Economists have two main criticisms of command-and-control instruments. First, they fail to create appropriate incentives. Once a target has been achieved, no incentive exists to search for low cost ways of reducing pollution further. Second, they are not cost-effective. Typically the same degree of control is placed on firms irrespective of how costly it is to reach that target. Cost efficiency is squandered by not focusing control where the costs of doing so are lowest.
In assessing the performance of the marketable emissions permit schemes in the United States in comparison with the older command-and-control approaches, Tom Tietenberg has written
The [marketable emissions permits] programme has unquestionably and substantially reduced the costs of complying with the Clean Air Act. Most estimates place the accumulated capital savings for all components of the programme at over $10 billion. This does not include the recurrent savings in operating costs.
(Tietenberg – Environmental Economics and Policy (5th Edition), 2006, page 269-270 in the Markandya and Richardson reprint).
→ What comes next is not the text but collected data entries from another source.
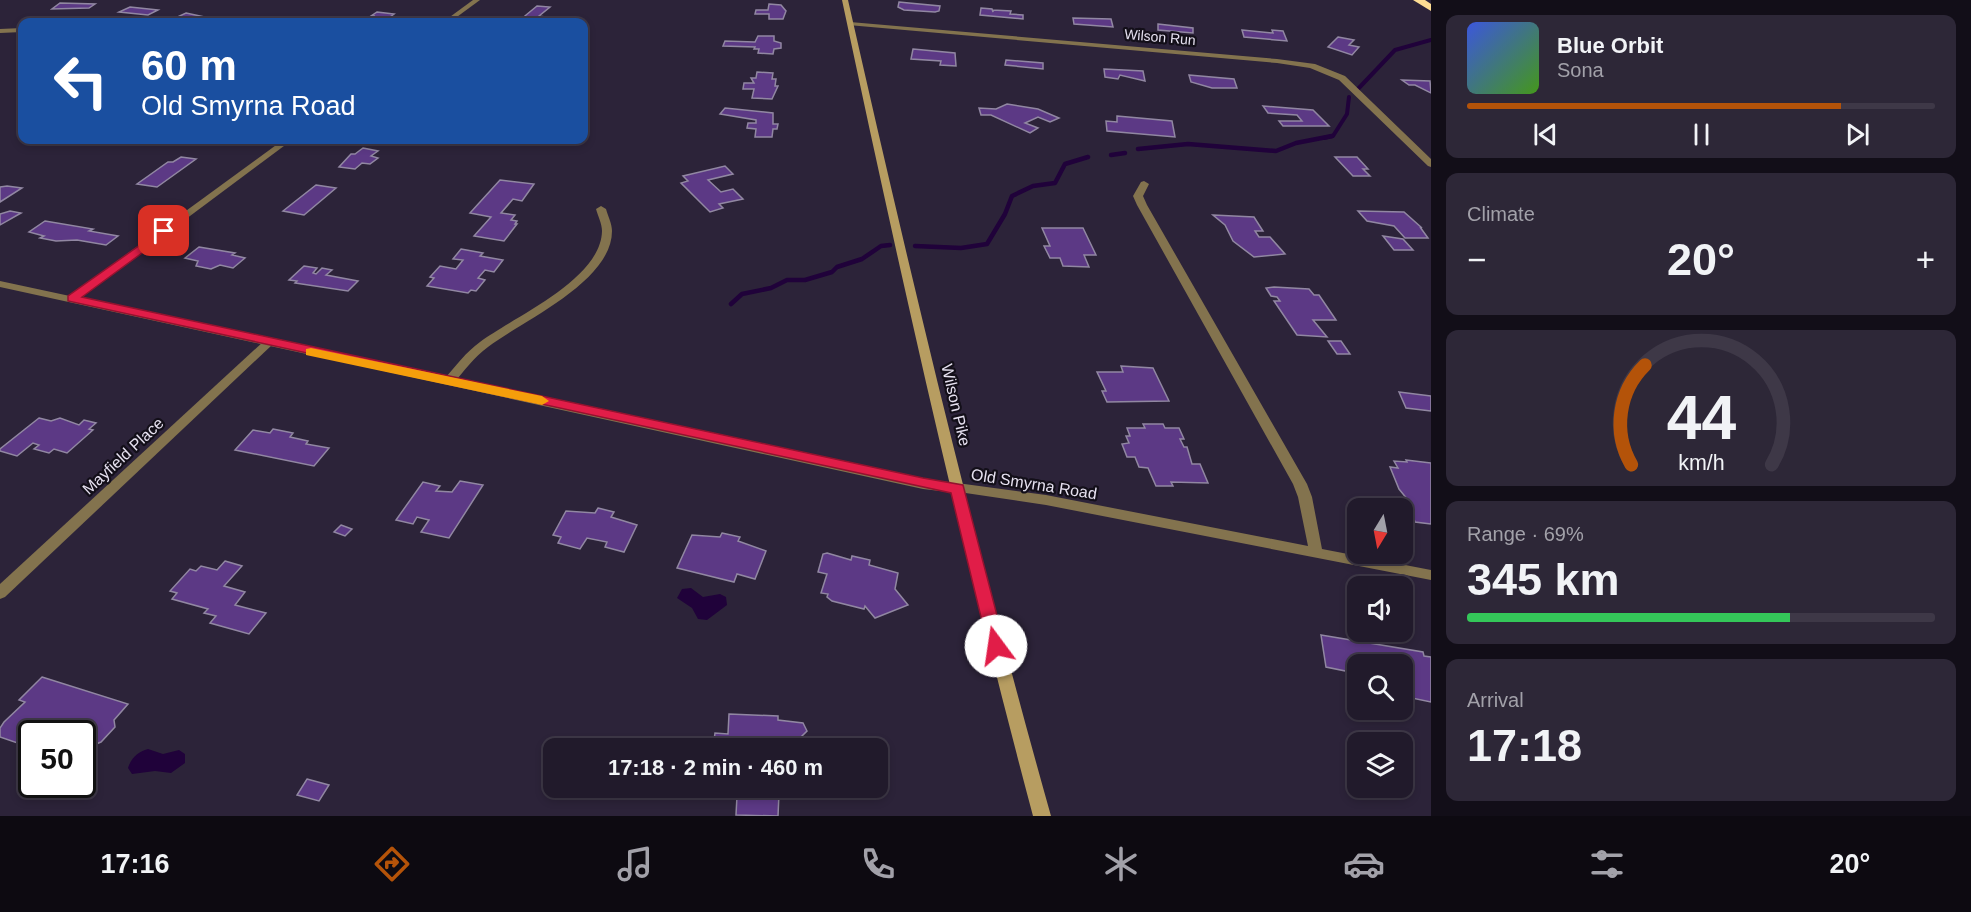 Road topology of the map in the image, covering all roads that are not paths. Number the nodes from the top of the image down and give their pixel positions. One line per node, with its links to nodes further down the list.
1 (477, 0): 5 (street)
2 (844, 0): 6 (main road, Wilson Pike)
3 (1418, 0): 4 (highway)
4 (1431, 9)
5 (452, 18)
6 (850, 24): 10 (street, Wilson Run); 17 (main road, Wilson Pike)
7 (18, 30): 8 (street)
8 (0, 31)
9 (283, 144): 14 (street)
10 (1431, 164)
11 (1144, 184): 18 (street)
12 (601, 209): 16 (street)
13 (0, 284): 14 (street, Old Smyrna Road)
14 (72, 299): 15 (street, Old Smyrna Road)
15 (268, 343): 16 (street, Old Smyrna Road); 20 (street, Mayfield Place)
16 (449, 381): 17 (street, Old Smyrna Road)
17 (957, 488): 18 (street, Old Smyrna Road); 21 (main road, Wilson Pike)
18 (1316, 552): 19 (street, Old Smyrna Road)
19 (1431, 575)
20 (0, 593)
21 (1042, 816)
These cost savings accrue to polluting firms and to the economy as a whole. If firms are to be controlled, it is clearly desirable that the cost is as low as possible. Many kinds of command-and-control regulation give firms little or no flexibility in how they are to be achieve targets. This lack of flexibility tends to result in high costs. Incentive schemes are inherently more flexible. They allow firms to choose how to reach targets and, through trade, how the overall control effort should be allocated.
A consensus is emerging that the degree of environmental regulation will increase in the medium and longer term, and that control will rely increasingly on pollution taxes and marketable permits. The following statement by two eminent American environmental economists, Cropper and Oates, illustrates this expectation:
“ ..effluent charges and marketable permit programs are few in number and often bear only a modest resemblance to the pure programs of economic incentives supported by economists. …….As we move into the 1990’s, the general political and policy setting is one that is genuinely receptive to market approaches to solving our social problems. Not only in the United States but in other countries as well, the prevailing atmosphere is a conservative one with a strong predisposition towards the use of market incentives wherever possible, for the attainment of our social objectives.”
Cropper and Oates 1992, pages 729 and 730.